Sul versante ionico valgono una visita Casalvecchio Siculo – per la chiesa dei Ss. Pietro e Paolo, compatto compendio di architettura normanna, bizantina e araba – e la vicina Savoca per due curiosità: una pop (sulla piazzetta con vista sulla valle Francis Ford Coppola ha girato la scena del rinfresco nuziale de Il padrino) e una pulp (la curiosa collezione di notabili mummificati e vestiti con velluti e sete d’epoca nell’ex convento dei Cappuccini). Lungo quello tirrenico i pendii che scendono tra Villafranca e Barcellona Pozzo di Gotto invitano a usare i freni di continuo: per non prendere velocità (tutte le strade qui hanno fretta di raggiungere il mare) e per fermarsi a guardare il paesaggio che ci si è appena lasciati alle spalle. La sottile striscia prima della costa è ingombra di case, traffico, persone. E grappoli delle uve, bianche e rosse, da cui si ricava il mamertino, una delle tre doc del Messinese e «nella top five della classifica enologica che nel­l’Impero Romano si stilava» assicura Ruggero Vasari, primo produttore del mamertino e ideatore degli Itinerari del gusto della zona. 

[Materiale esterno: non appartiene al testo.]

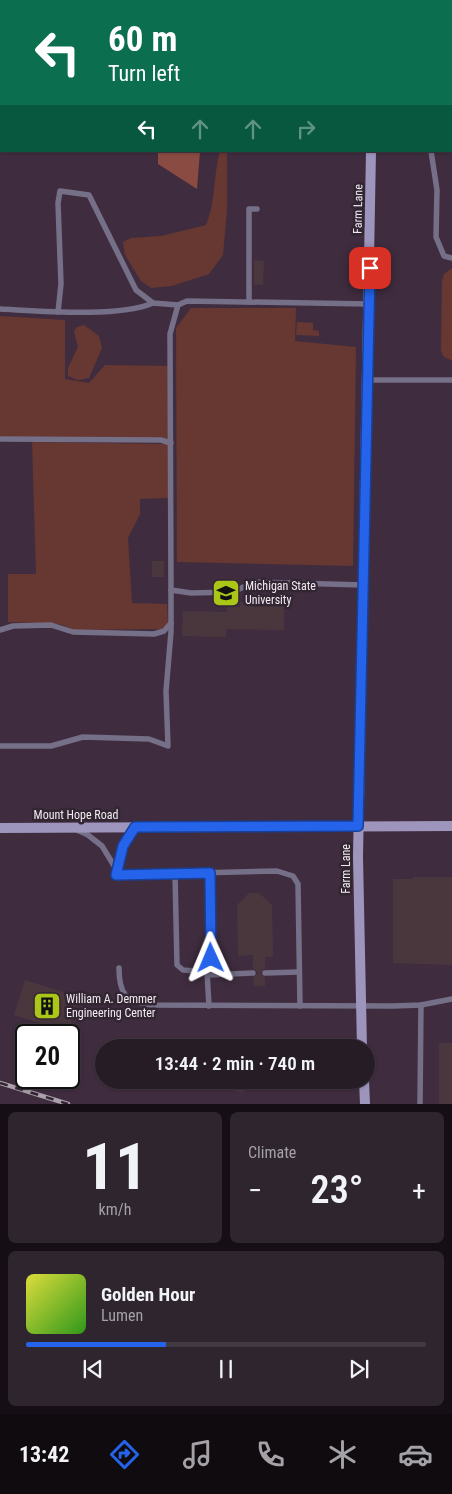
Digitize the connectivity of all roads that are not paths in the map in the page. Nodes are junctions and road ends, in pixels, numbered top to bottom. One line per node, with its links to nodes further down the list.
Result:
1 (371, 152): 7 (street, Farm Lane)
2 (431, 152): 4 (lane)
3 (257, 209): 5 (lane)
4 (452, 258)
5 (249, 302): 7 (lane); 8 (lane)
6 (153, 303): 8 (lane); 10 (lane); 10 (lane)
7 (369, 304): 11 (street, Farm Lane)
8 (178, 305): 14 (lane)
9 (0, 309): 10 (lane)
10 (58, 312)
11 (368, 380): 12 (lane); 15 (street, Farm Lane)
12 (452, 380)
13 (0, 439): 14 (lane)
14 (170, 443): 16 (lane)
15 (364, 586): 16 (lane); 20 (street, Farm Lane)
16 (171, 590): 17 (lane)
17 (171, 623): 18 (lane); 19 (lane)
18 (0, 630)
19 (0, 746)
20 (358, 826): 21 (street, Mount Hope Road); 22 (street, Mount Hope Road); 37 (street, Farm Lane)
21 (452, 826)
22 (135, 827): 24 (street, Mount Hope Road); 25 (lane)
23 (0, 828): 24 (street, Mount Hope Road)
24 (72, 828): 25 (lane)
25 (116, 869): 27 (lane)
26 (210, 873): 27 (lane); 29 (lane); 30 (lane)
27 (175, 874): 30 (lane)
28 (119, 968): 35 (lane)
29 (299, 972): 32 (lane); 36 (lane)
30 (207, 973): 31 (lane); 35 (lane)
31 (253, 973)
32 (265, 973)
33 (452, 1000): 34 (lane)
34 (421, 1005): 37 (lane); 41 (lane)
35 (210, 1006): 36 (lane)
36 (300, 1006): 37 (lane)
37 (359, 1006): 38 (street, Farm Lane)
38 (361, 1039)
39 (364, 1089): 40 (street)
40 (365, 1104)
41 (420, 1104)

Dai Peloritani ai Nebrodi la transizione è netta, la geologia cambia e sorprende: schiude le porte di una Sicilia diversa. O graduale, se si segue il profilo delle dorsali. Selve di pale eoliche ne hanno martoriato le creste, alimentando un business controverso sotto il profilo ambientale e opaco sotto quello della legalità. Hanno preso il posto dei grifoni, dei lupi restano più racconti che tracce. Non sono solo i rapaci e i totem del vento a segnare il paesaggio. Si possono comporre itinerari archeologici lungo le costellazioni di tholos (le tombe a cupola di epoca greca) o seguire le suggestioni linguistiche del dialetto gallo-italico siculo parlato a Nicosia e Sperlinga, borghi che valgono un viaggio a sé per la bella strada che li collega. Il secondo merita una visita alle case rupestri e alla fortezza-castello, incastonata su un costone roccioso.

L’avvicinamento ai Nebrodi si completa, un sipario si spalanca e la retorica da fuori luogo si fa quasi inadeguata. Un pigmento di clorofilla su quattro in Sicilia si trova sui Nebrodi, scrigno verde d’alta quota. Non si tratta solo di quantità ma soprattutto di varietà. Due esempi: custodiscono le uniche foreste di tasso nell’isola e le faggete più meridionali al mondo. Freddo e neve d’inverno, fresco senz’afa d’estate, nebbia più spesso di quanto si pensi. Piogge occulte, condensazione lenta e deflusso graduale delle acque meteoriche fanno il resto. Il tutto modella (e si modella su) un paesaggio argilloso e ondulato. Sale a 1847 metri col monte Soro, scende al Tirreno lungo fiumare tortuose e scenografiche, avvolge picchi e gole con un manto che miscela macchia mediterranea a pascoli, prati e boscaglie. Quand’è il calcare a dominare tutto cambia: la scena si fa aspra e spigolosa, il paesaggio dolomitico. L’esempio migliore sono le Rocche del Crasto, accessibili a rapaci ed escursionisti esperti. Tra quelle guglie di pietra vicine a Longi, piccolo Comune che vale una lunga sosta, e a Cesarò, i Nebrodi sublimano la propria unicità tra i boschi di Mangalaviti (un trattato di botanica in 3D, denso e iperreale) e il lago Biviere, zona umida di valore naturalistico straordinario.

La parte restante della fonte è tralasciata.